Comparable processes are manifesting in your brain when a “normal” function is blocked. The brain reroutes its processing down new paths, and this re-routing process is referred to as neuroplasticity.
Neuroplasticity is useful for learning new languages, new abilities like juggling, or new healthier behavior. With time, the physical changes to the brain match to the new behaviors and once-challenging tasks become automatic.
Unfortunately, while neuroplasticity can be useful, there’s another side that can be hazardous. While learning new skills and healthy habits can make a favorable impact on our lives, learning bad habits can have the reverse effect.
Neuroplasticity and Hearing Loss
Hearing loss is one example of how neuroplasticity can backfire. As covered in The Hearing Review, researchers from the University of Colorado discovered that the segment of the brain devoted to hearing can become reorganized and reassigned to separate functions, even with early-stage hearing loss. This is thought to clarify the connection between hearing loss and cognitive decline.
With hearing loss, the areas of our brain responsible for other capabilities, like vision or touch, can recruit the under-used areas of the brain responsible for hearing. Because this diminishes the brain’s available resources for processing sound, it impairs our capacity to comprehend speech.
So, if you have hearing loss and find yourself saying “what was that?” frequently, it’s not just because of the damage to your inner ear—it’s partially brought about by the structural changes to your brain.
How Hearing Aids Can Help You
Similar to most things, there is a both a negative and a positive side to our brain’s natural ability to change. While neuroplasticity aggravates the effects of hearing loss, it also increases the performance of hearing aids. Our brain can create new connections, regenerate tissue, and reroute neural paths. That means enhanced stimulation from hearing aids to the parts of the brain responsible for hearing will stimulate growth and development in this area.
In fact, a recently published long-term study in the Journal of the American Geriatrics Society revealed that using hearing aids lessens cognitive decline in individuals with hearing loss. The study, titled Self-Reported Hearing Loss: Hearing Aids and Cognitive Decline in Elderly Adults: A 25-year Study, observed 3,670 adults age 65 and older over a 25 year period. The study found that the rate of cognitive decline was greater in those with hearing loss as compared to those with healthy hearing.
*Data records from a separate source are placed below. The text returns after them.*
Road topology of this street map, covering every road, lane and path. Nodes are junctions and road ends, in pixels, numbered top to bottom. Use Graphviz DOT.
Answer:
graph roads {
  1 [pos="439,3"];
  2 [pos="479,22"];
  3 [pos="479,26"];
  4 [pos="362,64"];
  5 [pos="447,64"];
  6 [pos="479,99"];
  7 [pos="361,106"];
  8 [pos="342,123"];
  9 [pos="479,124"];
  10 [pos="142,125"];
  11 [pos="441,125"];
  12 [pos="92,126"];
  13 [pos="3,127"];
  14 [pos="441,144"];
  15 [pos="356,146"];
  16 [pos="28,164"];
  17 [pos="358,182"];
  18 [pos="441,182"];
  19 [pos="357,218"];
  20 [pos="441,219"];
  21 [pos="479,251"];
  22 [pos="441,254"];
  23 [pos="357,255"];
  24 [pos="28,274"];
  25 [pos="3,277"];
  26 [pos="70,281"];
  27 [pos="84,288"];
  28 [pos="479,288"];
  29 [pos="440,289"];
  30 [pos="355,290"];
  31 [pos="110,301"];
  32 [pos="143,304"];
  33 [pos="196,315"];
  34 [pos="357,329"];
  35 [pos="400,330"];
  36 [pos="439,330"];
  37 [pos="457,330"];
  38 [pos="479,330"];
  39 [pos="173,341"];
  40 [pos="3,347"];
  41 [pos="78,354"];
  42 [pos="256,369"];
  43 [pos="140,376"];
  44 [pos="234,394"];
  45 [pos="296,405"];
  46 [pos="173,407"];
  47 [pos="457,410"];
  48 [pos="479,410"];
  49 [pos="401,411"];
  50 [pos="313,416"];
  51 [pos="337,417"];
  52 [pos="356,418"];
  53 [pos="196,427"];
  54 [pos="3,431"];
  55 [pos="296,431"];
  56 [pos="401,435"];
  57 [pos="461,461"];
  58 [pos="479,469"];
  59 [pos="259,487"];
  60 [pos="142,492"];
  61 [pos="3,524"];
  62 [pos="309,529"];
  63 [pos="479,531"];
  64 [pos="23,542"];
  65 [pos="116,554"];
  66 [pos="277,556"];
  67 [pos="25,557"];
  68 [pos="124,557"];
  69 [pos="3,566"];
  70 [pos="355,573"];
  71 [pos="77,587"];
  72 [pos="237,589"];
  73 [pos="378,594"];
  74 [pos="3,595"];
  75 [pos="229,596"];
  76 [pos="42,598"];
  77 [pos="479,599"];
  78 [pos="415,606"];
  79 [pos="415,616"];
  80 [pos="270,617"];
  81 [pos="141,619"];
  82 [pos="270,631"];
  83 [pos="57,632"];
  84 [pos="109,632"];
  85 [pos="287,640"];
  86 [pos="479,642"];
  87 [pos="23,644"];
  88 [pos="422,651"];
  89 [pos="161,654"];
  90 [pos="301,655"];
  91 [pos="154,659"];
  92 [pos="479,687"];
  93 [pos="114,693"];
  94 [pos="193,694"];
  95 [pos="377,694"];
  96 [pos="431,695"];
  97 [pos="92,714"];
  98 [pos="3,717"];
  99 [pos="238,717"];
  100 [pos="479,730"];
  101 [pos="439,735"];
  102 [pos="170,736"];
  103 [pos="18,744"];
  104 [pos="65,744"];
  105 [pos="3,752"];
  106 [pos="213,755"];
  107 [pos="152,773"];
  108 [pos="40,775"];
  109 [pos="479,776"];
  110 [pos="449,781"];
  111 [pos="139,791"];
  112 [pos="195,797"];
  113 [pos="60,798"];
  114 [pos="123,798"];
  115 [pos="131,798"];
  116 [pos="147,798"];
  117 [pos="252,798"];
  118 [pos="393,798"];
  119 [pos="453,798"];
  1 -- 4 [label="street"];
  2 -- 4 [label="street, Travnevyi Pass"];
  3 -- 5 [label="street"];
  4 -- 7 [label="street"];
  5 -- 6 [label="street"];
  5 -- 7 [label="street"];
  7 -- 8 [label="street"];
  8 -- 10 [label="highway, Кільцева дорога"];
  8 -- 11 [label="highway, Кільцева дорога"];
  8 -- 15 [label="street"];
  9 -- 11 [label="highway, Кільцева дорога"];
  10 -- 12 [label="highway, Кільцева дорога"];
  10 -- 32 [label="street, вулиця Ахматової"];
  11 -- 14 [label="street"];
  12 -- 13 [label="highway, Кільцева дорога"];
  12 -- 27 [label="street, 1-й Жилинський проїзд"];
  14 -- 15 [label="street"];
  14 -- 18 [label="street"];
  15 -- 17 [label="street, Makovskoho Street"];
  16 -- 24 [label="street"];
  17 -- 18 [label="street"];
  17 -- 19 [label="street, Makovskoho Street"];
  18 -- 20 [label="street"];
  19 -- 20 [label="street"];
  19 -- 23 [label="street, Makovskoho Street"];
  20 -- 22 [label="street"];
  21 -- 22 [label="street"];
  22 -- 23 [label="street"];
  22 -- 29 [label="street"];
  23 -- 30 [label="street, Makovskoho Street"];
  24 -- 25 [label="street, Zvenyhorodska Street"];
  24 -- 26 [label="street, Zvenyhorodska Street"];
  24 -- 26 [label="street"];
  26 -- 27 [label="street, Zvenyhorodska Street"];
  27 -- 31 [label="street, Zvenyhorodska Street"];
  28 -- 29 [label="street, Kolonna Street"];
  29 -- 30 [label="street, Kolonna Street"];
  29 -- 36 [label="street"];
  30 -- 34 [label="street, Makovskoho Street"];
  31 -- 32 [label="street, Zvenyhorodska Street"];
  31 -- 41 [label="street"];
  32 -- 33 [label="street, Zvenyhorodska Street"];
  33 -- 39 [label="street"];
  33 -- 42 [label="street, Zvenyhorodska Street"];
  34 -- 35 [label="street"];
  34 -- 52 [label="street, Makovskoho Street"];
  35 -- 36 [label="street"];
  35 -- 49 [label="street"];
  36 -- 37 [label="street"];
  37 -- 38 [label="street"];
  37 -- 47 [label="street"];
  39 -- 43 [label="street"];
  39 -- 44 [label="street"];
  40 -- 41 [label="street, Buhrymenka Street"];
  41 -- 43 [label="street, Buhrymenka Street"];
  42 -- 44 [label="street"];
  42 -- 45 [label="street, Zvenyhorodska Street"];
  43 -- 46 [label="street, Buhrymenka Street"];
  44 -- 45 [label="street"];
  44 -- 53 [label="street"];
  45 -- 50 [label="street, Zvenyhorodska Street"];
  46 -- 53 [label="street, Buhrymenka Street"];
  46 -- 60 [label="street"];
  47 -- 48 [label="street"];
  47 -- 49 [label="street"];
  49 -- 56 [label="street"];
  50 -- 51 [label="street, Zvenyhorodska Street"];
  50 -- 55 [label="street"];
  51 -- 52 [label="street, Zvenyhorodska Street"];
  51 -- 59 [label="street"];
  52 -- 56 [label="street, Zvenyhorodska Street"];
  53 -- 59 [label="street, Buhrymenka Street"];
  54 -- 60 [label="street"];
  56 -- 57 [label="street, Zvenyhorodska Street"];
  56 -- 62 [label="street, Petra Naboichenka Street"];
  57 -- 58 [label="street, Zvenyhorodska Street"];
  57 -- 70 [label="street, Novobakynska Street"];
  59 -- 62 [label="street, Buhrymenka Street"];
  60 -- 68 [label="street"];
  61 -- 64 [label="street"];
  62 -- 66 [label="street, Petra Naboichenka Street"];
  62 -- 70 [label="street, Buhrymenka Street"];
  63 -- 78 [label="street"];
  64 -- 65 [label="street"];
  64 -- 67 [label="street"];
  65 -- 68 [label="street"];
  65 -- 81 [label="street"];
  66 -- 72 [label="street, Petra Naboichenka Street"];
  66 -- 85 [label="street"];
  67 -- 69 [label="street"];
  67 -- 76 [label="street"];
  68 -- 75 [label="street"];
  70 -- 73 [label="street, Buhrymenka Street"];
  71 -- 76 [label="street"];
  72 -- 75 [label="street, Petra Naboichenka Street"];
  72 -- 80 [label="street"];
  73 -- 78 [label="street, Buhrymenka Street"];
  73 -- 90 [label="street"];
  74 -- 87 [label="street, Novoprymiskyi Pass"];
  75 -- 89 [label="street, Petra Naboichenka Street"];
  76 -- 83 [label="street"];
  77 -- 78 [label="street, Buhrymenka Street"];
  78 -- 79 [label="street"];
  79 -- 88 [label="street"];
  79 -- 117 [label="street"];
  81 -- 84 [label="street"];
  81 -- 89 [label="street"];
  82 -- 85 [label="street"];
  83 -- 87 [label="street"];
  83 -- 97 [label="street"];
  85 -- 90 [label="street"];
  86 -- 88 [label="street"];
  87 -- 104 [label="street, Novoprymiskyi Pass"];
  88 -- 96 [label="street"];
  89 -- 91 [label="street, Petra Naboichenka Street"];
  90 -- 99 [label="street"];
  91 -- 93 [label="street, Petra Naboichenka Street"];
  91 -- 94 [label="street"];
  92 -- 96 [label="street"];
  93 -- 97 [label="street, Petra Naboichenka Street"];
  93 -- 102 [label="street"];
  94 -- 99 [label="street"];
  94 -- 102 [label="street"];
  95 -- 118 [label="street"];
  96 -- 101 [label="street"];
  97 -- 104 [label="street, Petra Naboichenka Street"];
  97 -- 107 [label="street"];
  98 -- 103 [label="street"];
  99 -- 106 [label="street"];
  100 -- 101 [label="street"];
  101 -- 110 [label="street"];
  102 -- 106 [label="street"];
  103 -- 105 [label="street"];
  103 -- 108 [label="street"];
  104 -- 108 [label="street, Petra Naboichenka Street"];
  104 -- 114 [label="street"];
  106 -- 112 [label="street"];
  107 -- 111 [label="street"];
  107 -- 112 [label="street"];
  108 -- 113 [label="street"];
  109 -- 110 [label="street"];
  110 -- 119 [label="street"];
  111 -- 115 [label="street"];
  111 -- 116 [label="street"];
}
But the participants with hearing loss who used hearing aids showed no difference in the rate of cognitive decline compared to those with normal hearing.
The appeal of this study is that it verifies what we already understand concerning neuroplasticity: that the brain will reorganize itself according to its needs and the stimulation it receives.
Keeping Your Brain Young
In summary, research demonstrates that the brain can change itself all through life, that hearing loss can hasten cognitive decline, and that using hearing aids can prevent or minimize this decline.
But hearing aids can achieve a lot more than that. As stated by brain plasticity expert Dr. Michael Merzenich, you can boost your brain function irrespective of age by partaking in challenging new activities, remaining socially active, and exercising mindfulness, among other methods.
Hearing aids can help here too. Hearing loss tends to make people withdraw socially and can have an isolating effect. But by using hearing aids, you can ensure that you continue being socially active and continue to activate the sound processing and language regions of your brain.